本校における成績処理も例外ではなく,必要に応じて手作業による記入やワープロソフトの利用が行われていた。このため,毎年200名近く増加する卒業生や在学生の多量の成績データを管理することは,大変な労力を必要とし,誤りも生じるおそれがあった。
本システムは,学生の成績データや各種証明書を正確に処理・管理することを目的とするものであり,ユーザからの機能要求などに応える形で,卒業研究の一テーマとして構築を試みた。

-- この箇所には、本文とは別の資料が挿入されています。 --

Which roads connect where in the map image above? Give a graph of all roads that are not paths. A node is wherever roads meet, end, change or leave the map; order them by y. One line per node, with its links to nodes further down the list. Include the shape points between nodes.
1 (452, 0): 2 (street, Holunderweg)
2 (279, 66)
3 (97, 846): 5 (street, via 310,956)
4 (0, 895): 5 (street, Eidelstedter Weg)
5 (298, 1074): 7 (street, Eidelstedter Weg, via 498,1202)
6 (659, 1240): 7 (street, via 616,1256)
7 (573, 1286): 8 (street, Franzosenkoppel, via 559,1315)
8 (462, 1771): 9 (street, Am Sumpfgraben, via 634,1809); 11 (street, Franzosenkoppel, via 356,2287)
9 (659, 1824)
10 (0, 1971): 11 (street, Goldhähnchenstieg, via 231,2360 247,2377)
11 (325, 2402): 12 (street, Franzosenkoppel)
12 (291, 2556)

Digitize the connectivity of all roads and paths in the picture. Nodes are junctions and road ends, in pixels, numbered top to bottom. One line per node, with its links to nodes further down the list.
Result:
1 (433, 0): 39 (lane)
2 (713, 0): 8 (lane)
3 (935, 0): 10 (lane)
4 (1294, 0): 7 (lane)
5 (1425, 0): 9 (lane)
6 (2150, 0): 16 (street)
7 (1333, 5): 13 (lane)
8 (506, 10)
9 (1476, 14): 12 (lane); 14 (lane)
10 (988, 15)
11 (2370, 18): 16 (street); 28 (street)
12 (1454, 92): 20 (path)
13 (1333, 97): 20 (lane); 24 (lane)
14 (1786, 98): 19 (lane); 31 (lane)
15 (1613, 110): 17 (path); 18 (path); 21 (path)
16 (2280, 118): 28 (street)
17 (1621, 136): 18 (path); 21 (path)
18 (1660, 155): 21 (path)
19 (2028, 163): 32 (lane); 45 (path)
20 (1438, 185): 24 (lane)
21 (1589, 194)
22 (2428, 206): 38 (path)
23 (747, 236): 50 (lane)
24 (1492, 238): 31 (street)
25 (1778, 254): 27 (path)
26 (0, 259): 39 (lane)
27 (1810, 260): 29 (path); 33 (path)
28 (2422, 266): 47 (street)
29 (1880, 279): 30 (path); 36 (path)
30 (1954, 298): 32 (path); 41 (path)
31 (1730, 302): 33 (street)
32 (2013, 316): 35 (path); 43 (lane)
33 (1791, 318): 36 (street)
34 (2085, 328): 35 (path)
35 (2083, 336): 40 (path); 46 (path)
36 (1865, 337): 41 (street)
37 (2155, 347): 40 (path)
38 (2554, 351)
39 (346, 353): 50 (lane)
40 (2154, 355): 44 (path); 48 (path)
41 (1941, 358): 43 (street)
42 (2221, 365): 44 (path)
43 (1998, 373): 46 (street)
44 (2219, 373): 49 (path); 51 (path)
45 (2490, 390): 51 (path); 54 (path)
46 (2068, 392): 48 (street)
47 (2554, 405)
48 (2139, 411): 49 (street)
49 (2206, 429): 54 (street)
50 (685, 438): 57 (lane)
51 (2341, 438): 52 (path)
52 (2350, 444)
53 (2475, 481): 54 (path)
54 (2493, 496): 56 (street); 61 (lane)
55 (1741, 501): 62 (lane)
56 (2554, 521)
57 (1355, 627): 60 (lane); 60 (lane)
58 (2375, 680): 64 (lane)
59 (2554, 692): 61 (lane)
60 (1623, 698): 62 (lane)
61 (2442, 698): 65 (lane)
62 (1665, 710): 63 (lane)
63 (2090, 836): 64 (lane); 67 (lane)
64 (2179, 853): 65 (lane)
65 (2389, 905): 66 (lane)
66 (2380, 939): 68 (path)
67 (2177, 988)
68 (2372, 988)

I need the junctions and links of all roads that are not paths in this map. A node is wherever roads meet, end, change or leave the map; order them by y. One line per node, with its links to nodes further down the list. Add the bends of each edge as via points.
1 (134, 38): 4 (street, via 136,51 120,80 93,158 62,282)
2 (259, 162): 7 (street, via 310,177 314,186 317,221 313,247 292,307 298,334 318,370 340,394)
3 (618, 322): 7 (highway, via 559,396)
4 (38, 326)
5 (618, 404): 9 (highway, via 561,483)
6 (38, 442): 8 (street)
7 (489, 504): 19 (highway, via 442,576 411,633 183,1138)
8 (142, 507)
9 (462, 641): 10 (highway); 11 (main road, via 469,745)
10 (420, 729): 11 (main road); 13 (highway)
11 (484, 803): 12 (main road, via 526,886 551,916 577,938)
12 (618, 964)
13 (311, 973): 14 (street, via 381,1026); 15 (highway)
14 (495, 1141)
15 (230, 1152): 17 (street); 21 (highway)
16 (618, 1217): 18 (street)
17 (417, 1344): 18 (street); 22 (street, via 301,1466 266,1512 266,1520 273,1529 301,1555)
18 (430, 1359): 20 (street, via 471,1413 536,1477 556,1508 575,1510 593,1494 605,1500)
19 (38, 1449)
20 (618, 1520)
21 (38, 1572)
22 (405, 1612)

成績管理システムは,汎用の表計算構築ツールやリレーショナルデータベースなどをそのまま使用して作られる場合がある。しかし,コンピュータにあまり興味のないユーザにとって,その操作は,難解そのものである。表計算構築ツールには,利用頻度の高い一連の動作を自動化するマクロ機能がある。これを利用することで,一般ユーザに対しては内部をブラックボックス化して,ユーザに適合した優れたユーザインタフェースを持つシステムの構築が容易になる。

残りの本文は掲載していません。